Much has been written about the Patriots improbable run to the Super Bowl that year. The story of a then-untested backup quarterback named Tom Brady (replacing injured starter Drew Bledsoe) and leading his team to their first ever Super Bowl Championship has become a near-mythic folktale in New England. As confetti fell from the ceiling of the Louisiana Superdome, Patriots owner Robert Kraft realized the victory was for a group much larger than his players and coaching staff. As he accepted the Lombardi trophy on the team’s behalf, he reminded everyone of the very values which so many brave men and women (both in our armed forces, as well as our first responders) bravely defend each and every day.

“Spirituality, faith, and democracy are the cornerstones of our country,” Kraft proclaimed. “We are all Patriots. And tonight, the Patriots are World Champions.”

However, that message of resiliency and hope is best defined by the actions that took place on September 23. It wasn’t about Super Bowl titles, yet. In fact, most Patriots fans had not even dreamed of the journey they were about to take with their favorite football team. Instead, fans and players cheered, in unison, as a sea of American flags flowed through Foxboro Stadium. The loudspeakers played “America the Beautiful and “God Bless America.”
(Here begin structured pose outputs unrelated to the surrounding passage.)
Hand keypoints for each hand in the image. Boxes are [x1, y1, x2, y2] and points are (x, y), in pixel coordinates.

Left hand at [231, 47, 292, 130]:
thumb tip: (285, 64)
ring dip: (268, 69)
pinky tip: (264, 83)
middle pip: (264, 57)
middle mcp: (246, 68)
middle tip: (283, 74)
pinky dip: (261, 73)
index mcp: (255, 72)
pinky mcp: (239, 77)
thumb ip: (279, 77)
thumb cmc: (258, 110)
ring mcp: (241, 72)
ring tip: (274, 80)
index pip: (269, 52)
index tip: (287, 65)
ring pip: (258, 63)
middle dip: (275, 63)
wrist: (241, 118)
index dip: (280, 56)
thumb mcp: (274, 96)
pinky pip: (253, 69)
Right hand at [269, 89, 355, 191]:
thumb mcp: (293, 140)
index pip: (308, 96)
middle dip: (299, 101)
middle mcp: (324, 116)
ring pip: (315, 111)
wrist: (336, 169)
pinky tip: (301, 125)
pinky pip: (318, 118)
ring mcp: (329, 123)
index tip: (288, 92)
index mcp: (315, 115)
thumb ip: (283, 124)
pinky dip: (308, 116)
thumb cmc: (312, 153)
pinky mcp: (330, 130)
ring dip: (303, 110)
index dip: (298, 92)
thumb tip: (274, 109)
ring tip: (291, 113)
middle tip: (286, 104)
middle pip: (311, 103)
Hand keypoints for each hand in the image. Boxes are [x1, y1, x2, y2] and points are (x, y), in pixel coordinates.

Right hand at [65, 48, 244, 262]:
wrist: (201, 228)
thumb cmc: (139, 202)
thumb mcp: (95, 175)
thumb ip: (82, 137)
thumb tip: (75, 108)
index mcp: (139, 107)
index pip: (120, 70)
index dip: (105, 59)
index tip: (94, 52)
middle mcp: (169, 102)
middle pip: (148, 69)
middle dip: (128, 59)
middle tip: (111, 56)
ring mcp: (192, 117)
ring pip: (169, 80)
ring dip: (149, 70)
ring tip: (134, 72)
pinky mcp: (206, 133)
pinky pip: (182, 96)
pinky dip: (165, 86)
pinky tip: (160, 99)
Still, the most patriotic element on display that day may well have been the red, white and blue banners on display in every end zone, which read “United We Stand.” There is no greater American sentiment than unity. It is unfortunate that tragic events have to remind us all of that very fact. The loving bond of a family like the Andruzzis still provides a poignant reminder of that American resiliency and faith we so desperately needed.

On that Sunday in September, we were ALL Patriots.